My desk lamp had gone out (with that alarming rise in brightness followed by that "plink") and everybody at home yelled at me for trying to snatch bulbs from their rooms. So I went to the convenience store.
Every bulb was $2. That started me thinking. We must have more than 25 bulbs in the house. Fifty bucks and tax. Plus we keep five or 10 extras around all the time for replacements. But we don't really keep them because we use them. Murphy's Law: you never have a replacement bulb when yours burns out. They last a few months--a little longer if you are obsessive about turning lights off, which I had been doing to cut electric bills--but I never thought about the bulbs.
So, yesterday morning, the paper arrived with two bits of news nicely suited to my frame of mind.

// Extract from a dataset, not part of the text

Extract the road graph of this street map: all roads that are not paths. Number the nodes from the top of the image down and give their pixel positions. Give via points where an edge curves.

* The new California environmental ballot measure "Big Green" could raise the electric bill by 20%.
* A local hardware store flyer mentioned a special on long-life bulbs.
LONG life. Twelve times longer. That's years and years before one of these suckers would die on me. I foresaw the end of embarrassing bulb-snatching.

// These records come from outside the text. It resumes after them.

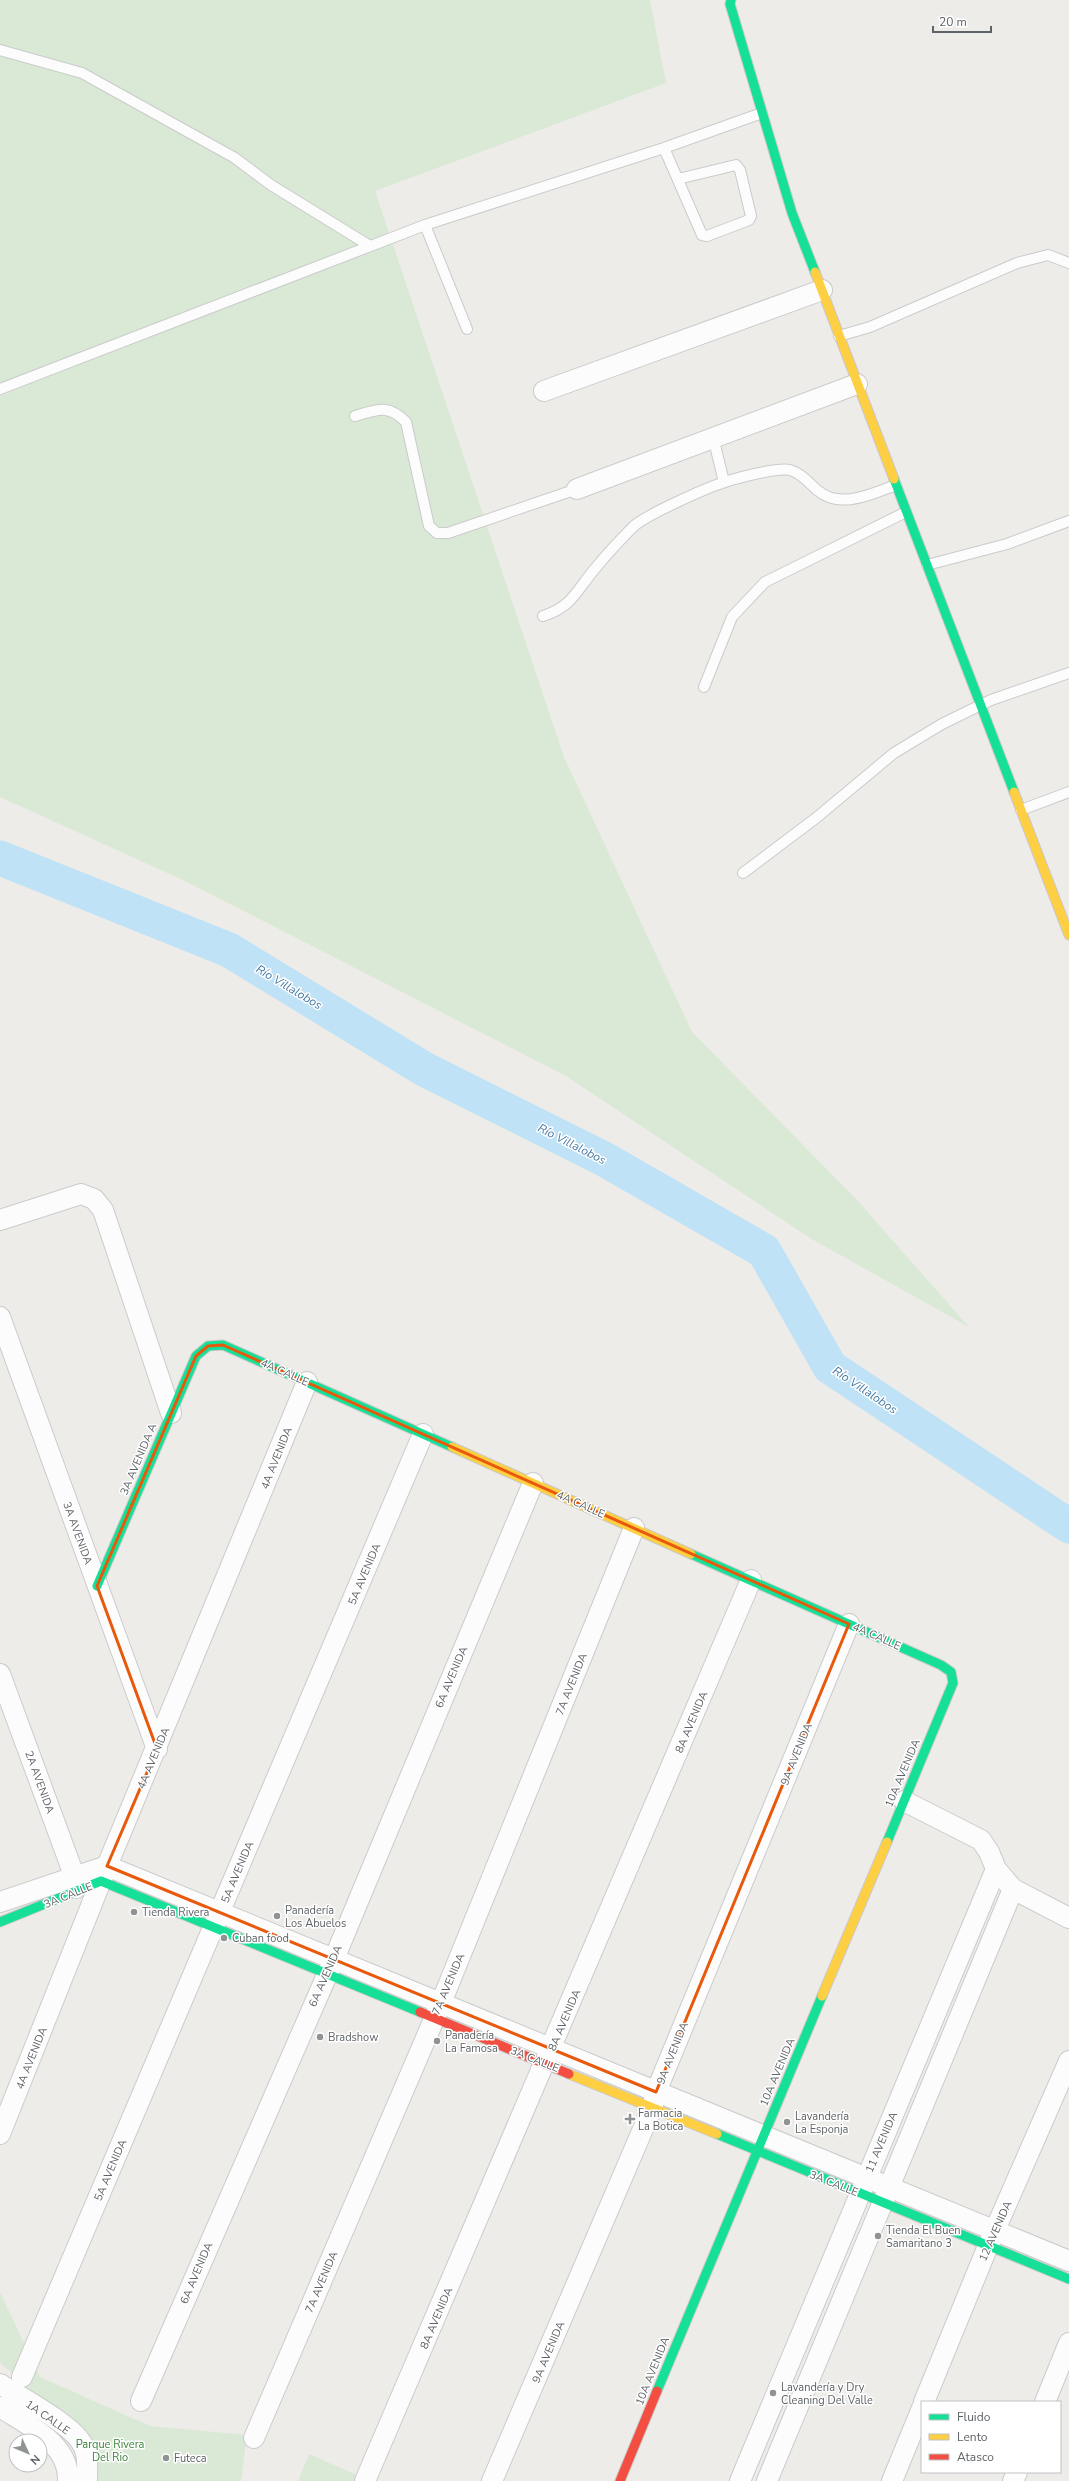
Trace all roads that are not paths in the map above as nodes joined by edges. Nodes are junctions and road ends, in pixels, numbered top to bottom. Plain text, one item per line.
1 (731, 2) edge
2 (0, 50) edge
3 (762, 114) junction
4 (664, 148) junction
5 (678, 179) junction
6 (425, 225) junction
7 (370, 246) junction
8 (1069, 263) edge
9 (822, 290) junction
10 (467, 329) dead end
11 (839, 336) junction
12 (858, 384) junction
13 (0, 389) edge
14 (544, 391) dead end
15 (355, 416) dead end
16 (713, 438) junction
17 (724, 482) junction
18 (896, 485) junction
19 (577, 489) joint
20 (906, 512) junction
21 (1069, 521) edge
22 (927, 565) junction
23 (543, 616) dead end
24 (1069, 673) edge
25 (704, 687) dead end
26 (981, 705) junction
27 (1069, 792) edge
28 (1021, 810) junction
29 (743, 873) dead end
30 (1067, 925) edge
31 (1069, 935) edge
32 (0, 1220) edge
33 (0, 1317) edge
34 (208, 1346) joint
35 (307, 1382) junction
36 (171, 1413) junction
37 (424, 1434) junction
38 (532, 1483) junction
39 (634, 1528) junction
40 (751, 1580) junction
41 (97, 1586) junction
42 (849, 1624) junction
43 (951, 1672) joint
44 (0, 1674) edge
45 (157, 1749) junction
46 (904, 1801) junction
47 (996, 1869) junction
48 (104, 1873) junction
49 (75, 1883) junction
50 (1013, 1889) junction
51 (0, 1902) edge
52 (1069, 1918) edge
53 (216, 1920) junction
54 (0, 1922) edge
55 (330, 1966) junction
56 (438, 2011) junction
57 (549, 2056) junction
58 (1069, 2061) edge
59 (654, 2100) junction
60 (0, 2134) edge
61 (760, 2143) junction
62 (863, 2185) junction
63 (885, 2194) junction
64 (991, 2238) junction
65 (1069, 2261) edge
66 (1069, 2279) edge
67 (1069, 2343) edge
68 (22, 2377) dead end
69 (0, 2384) edge
70 (141, 2401) dead end
71 (924, 2401) edge
72 (1045, 2401) edge
73 (0, 2407) edge
74 (921, 2410) edge
75 (254, 2438) dead end
76 (68, 2481) edge
77 (87, 2481) edge
78 (365, 2481) edge
79 (492, 2481) edge
80 (620, 2481) edge
81 (740, 2481) edge
82 (767, 2481) edge
83 (892, 2481) edge

1 - 3 street
2 - 7 lane
3 - 4 lane
3 - 9 street
4 - 5 lane
4 - 6 lane
5 - 5 lane
6 - 7 lane
6 - 10 lane
7 - 13 lane
8 - 11 lane
9 - 11 street
9 - 14 street
11 - 12 street
12 - 16 street
12 - 18 street
15 - 19 lane
16 - 17 lane
16 - 19 street
17 - 18 lane
17 - 23 lane
18 - 20 street
20 - 22 street
20 - 25 lane
21 - 22 lane
22 - 26 street
24 - 26 lane
26 - 28 street
26 - 29 lane
27 - 28 lane
28 - 30 street
30 - 31 street
32 - 36 street
33 - 41 street, 3A AVENIDA
34 - 35 street, 4A CALLE
34 - 36 street, 3A AVENIDA A
35 - 37 street, 4A CALLE
35 - 45 street, 4A AVENIDA
36 - 41 street, 3A AVENIDA A
37 - 38 street, 4A CALLE
37 - 53 street, 5A AVENIDA
38 - 39 street, 4A CALLE
38 - 55 street, 6A AVENIDA
39 - 40 street, 4A CALLE
39 - 56 street, 7A AVENIDA
40 - 42 street, 4A CALLE
40 - 57 street, 8A AVENIDA
41 - 45 street, 3A AVENIDA
42 - 43 street, 4A CALLE
42 - 59 street, 9A AVENIDA
43 - 46 street, 10A AVENIDA
44 - 49 street, 2A AVENIDA
45 - 48 street, 4A AVENIDA
46 - 47 street
46 - 61 street, 10A AVENIDA
47 - 50 street
47 - 62 street, 11 AVENIDA
48 - 49 street, 3A CALLE
48 - 53 street, 3A CALLE
48 - 60 street, 4A AVENIDA
49 - 51 street, 3A CALLE
49 - 54 street, 3A CALLE
50 - 52 street
50 - 63 street
53 - 55 street, 3A CALLE
53 - 68 street, 5A AVENIDA
55 - 56 street, 3A CALLE
55 - 70 street, 6A AVENIDA
56 - 57 street, 3A CALLE
56 - 75 street, 7A AVENIDA
57 - 59 street, 3A CALLE
57 - 78 street, 8A AVENIDA
58 - 64 street, 12 AVENIDA
59 - 61 street, 3A CALLE
59 - 79 street, 9A AVENIDA
61 - 62 street, 3A CALLE
61 - 80 street, 10A AVENIDA
62 - 63 street, 3A CALLE
62 - 81 street, 11 AVENIDA
63 - 64 street, 3A CALLE
63 - 82 street
64 - 65 street, 3A CALLE
64 - 66 street, 3A CALLE
64 - 71 street, 12 AVENIDA
67 - 72 street
69 - 77 street, 1A CALLE
73 - 76 street, 1A CALLE
74 - 83 street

Well, virtue and atonement have their price, but I was motivated. After a little comparison phone shopping it was off to the store during lunch break.
The price tag was understandable, I guess--$10 or $12 for an item that's going to stop you spending $25 or $30 eventually. And these fluorescent warm-tone bulbs give 75 watts worth of light for 15 watts on your power bill. So the low electricity usage is an immediate boon. My bill is going to be half of what it was last month. (If we all do this, the power companies will never have to build another generator.)
I went all the way. Replaced every bulb in the house. And put the ones we took out into storage as backup. Now we're fixed forever. I mean, with a calculator you can figure out how long a 9,000-hour bulb will last at X hours a day. But I feel like it's forever, and a relief. The statement on the long-life bulb box said each one of these will save me $50 in unpurchased electrical power over the life of the bulb and I'm inclined to believe it.
I was motivated, as I said. But if you're "just looking," prepare yourself for a jolt. Not the price. You know about that now. But the bulbs themselves. They look like Teenage Mutant Ninja Bulbs, according to my daughter. Some of them look like swords from Star Wars, or illuminated pretzels. You should discuss the various styles, brightness and color of the light they give off with the hardware person. I got several different kinds, and I'm fooling around with various combinations and really getting to like the look of them.
I feel like a pioneer, too. From chagrin to delight has been a quick journey, like getting used to "Twin Peaks" on television. All of a sudden the regular old stuff is just not as interesting.
* THE DETAILS: In Ventura County, long-life bulbs (fluorescents with screw adapters) are available at Holiday Hardware in Camarillo, Simi Valley and Thousand Oaks. Home Depot and Lumber City or your local hardware dealer sometimes stock them.